Assigned task: Where the lines below hold images, skip those and copy every word exactly.

(Records contained in a dataset)
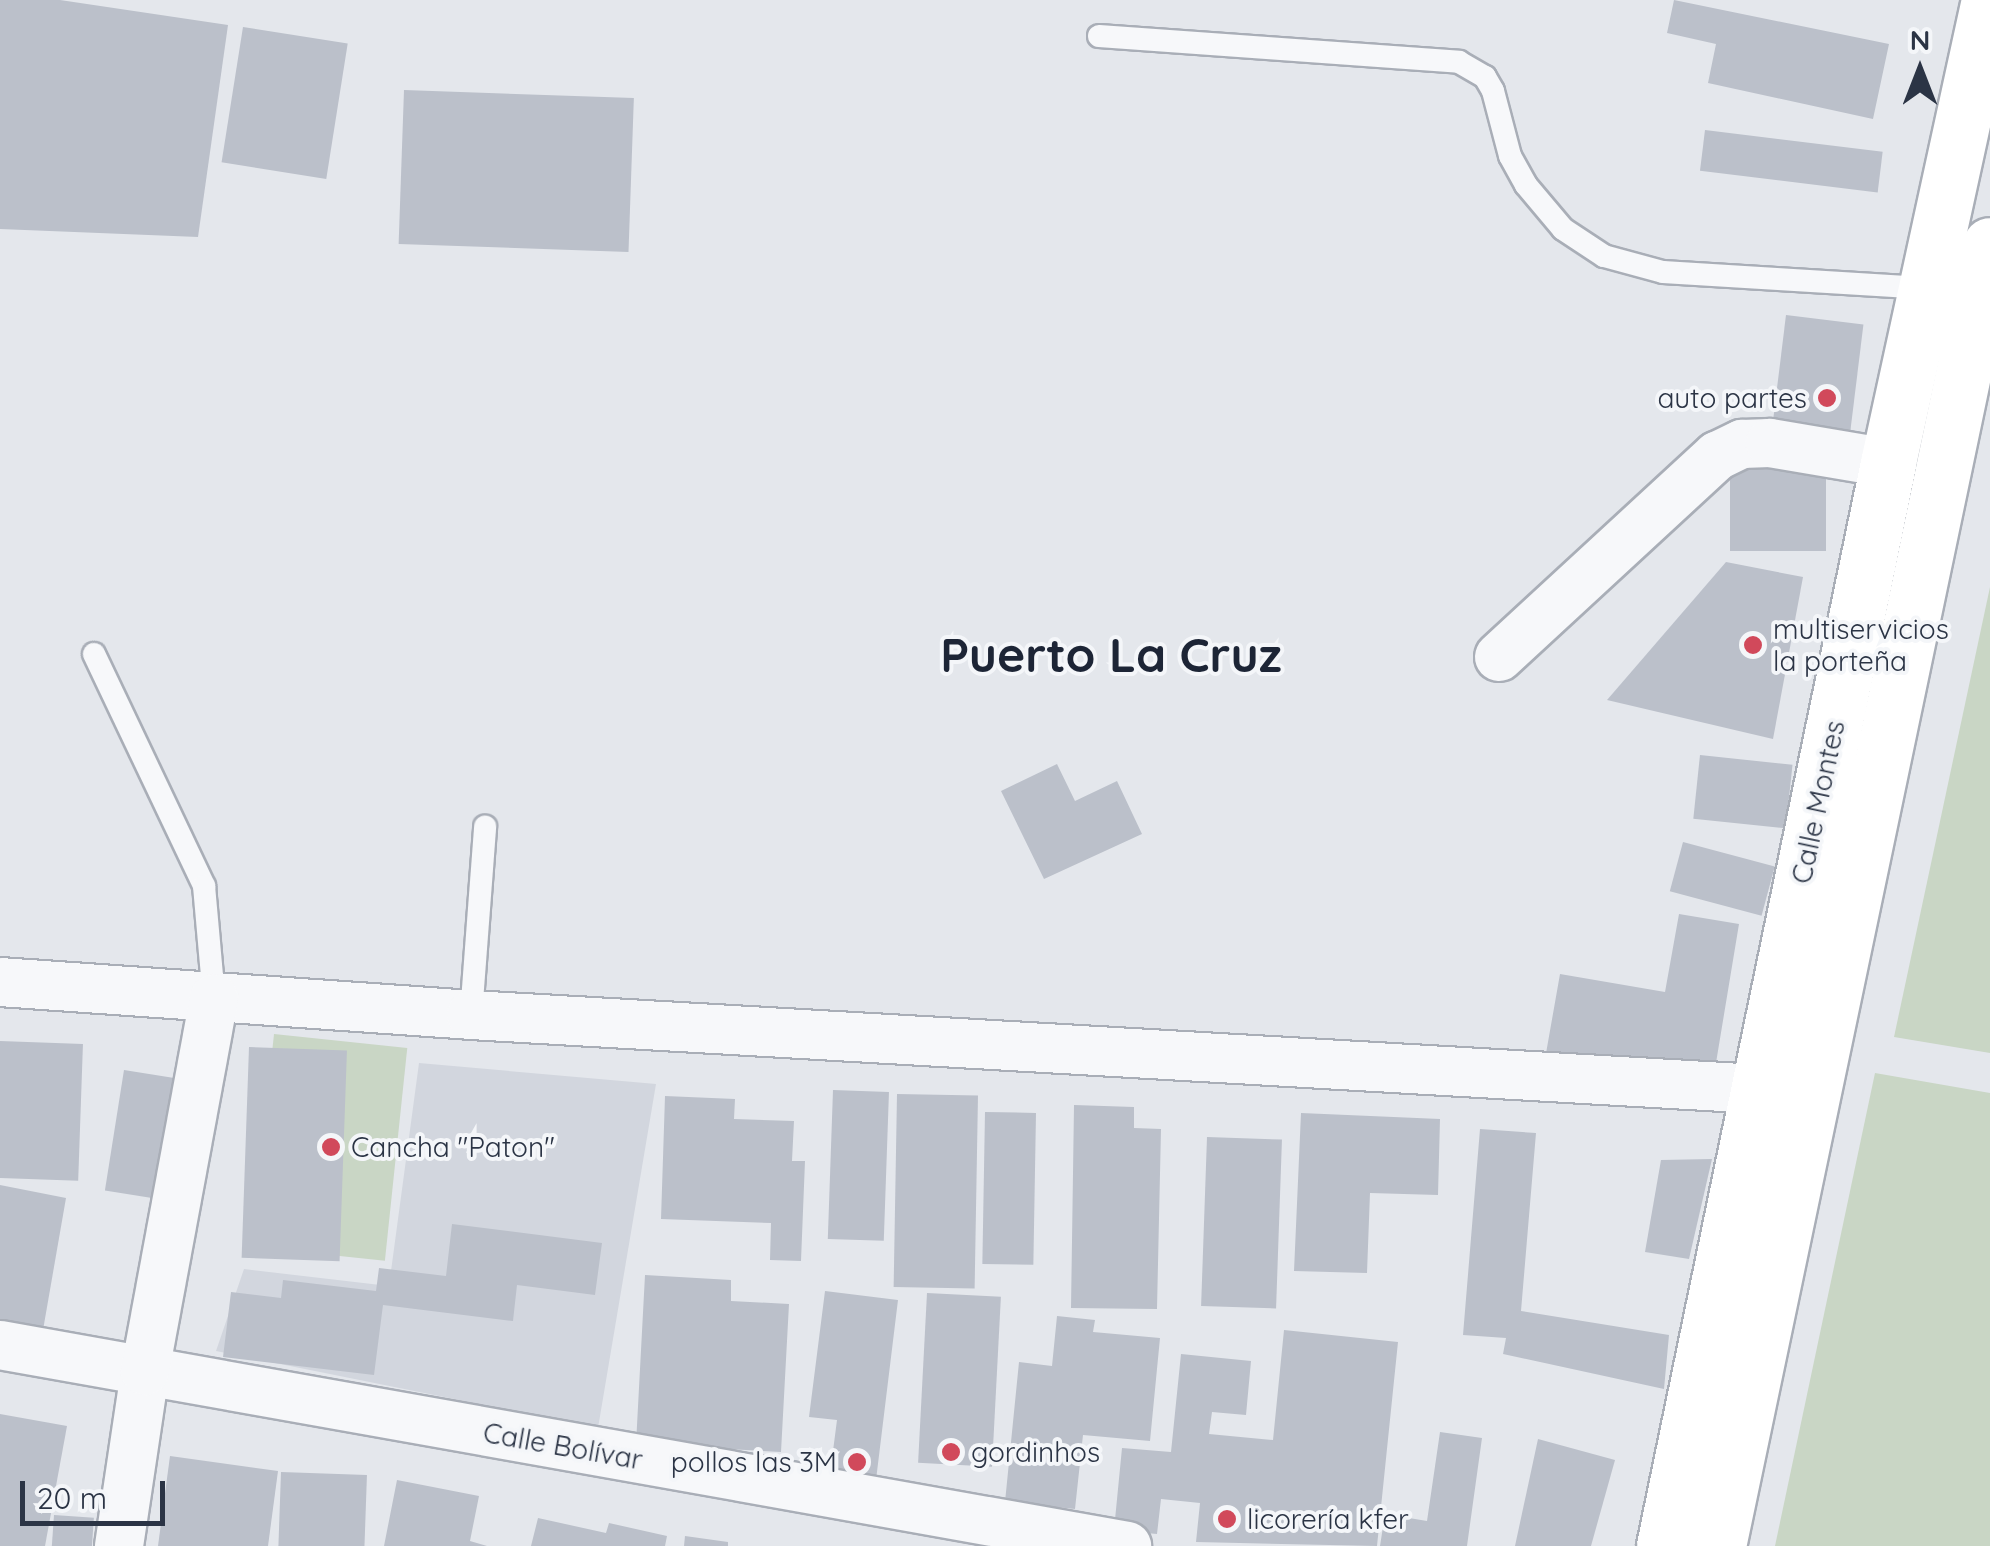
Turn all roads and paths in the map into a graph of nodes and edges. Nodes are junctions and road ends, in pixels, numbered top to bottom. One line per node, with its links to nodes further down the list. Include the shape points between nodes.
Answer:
1 (1989, 0): 4 (street, Calle Montes)
2 (1099, 36): 4 (lane, via 1459,62 1474,68 1493,91 1510,156 1546,212 1604,256 1663,272)
3 (1990, 245): 19 (street, Calle Montes)
4 (1927, 288): 5 (street, Calle Montes)
5 (1888, 463): 7 (street, via 1770,443 1742,444 1717,456); 12 (street, Calle Montes)
6 (94, 654): 10 (lane, via 204,886)
7 (1499, 658)
8 (484, 827): 11 (lane)
9 (0, 982): 10 (street)
10 (214, 998): 11 (street); 14 (street)
11 (471, 1015): 12 (street)
12 (1760, 1089): 18 (street, Calle Montes)
13 (0, 1346): 14 (street, Calle Bolívar)
14 (146, 1371): 15 (street, Calle Bolívar); 16 (street)
15 (959, 1531): 17 (street, Calle Bolívar)
16 (119, 1546)
17 (1127, 1546)
18 (1664, 1546)
19 (1718, 1546)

Answer to this exercise:
Turn all roads and paths in the map into a graph of nodes and edges. Nodes are junctions and road ends, in pixels, numbered top to bottom. One line per node, with its links to nodes further down the list. Include the shape points between nodes.
Answer:
1 (1989, 0): 4 (street, Calle Montes)
2 (1099, 36): 4 (lane, via 1459,62 1474,68 1493,91 1510,156 1546,212 1604,256 1663,272)
3 (1990, 245): 19 (street, Calle Montes)
4 (1927, 288): 5 (street, Calle Montes)
5 (1888, 463): 7 (street, via 1770,443 1742,444 1717,456); 12 (street, Calle Montes)
6 (94, 654): 10 (lane, via 204,886)
7 (1499, 658)
8 (484, 827): 11 (lane)
9 (0, 982): 10 (street)
10 (214, 998): 11 (street); 14 (street)
11 (471, 1015): 12 (street)
12 (1760, 1089): 18 (street, Calle Montes)
13 (0, 1346): 14 (street, Calle Bolívar)
14 (146, 1371): 15 (street, Calle Bolívar); 16 (street)
15 (959, 1531): 17 (street, Calle Bolívar)
16 (119, 1546)
17 (1127, 1546)
18 (1664, 1546)
19 (1718, 1546)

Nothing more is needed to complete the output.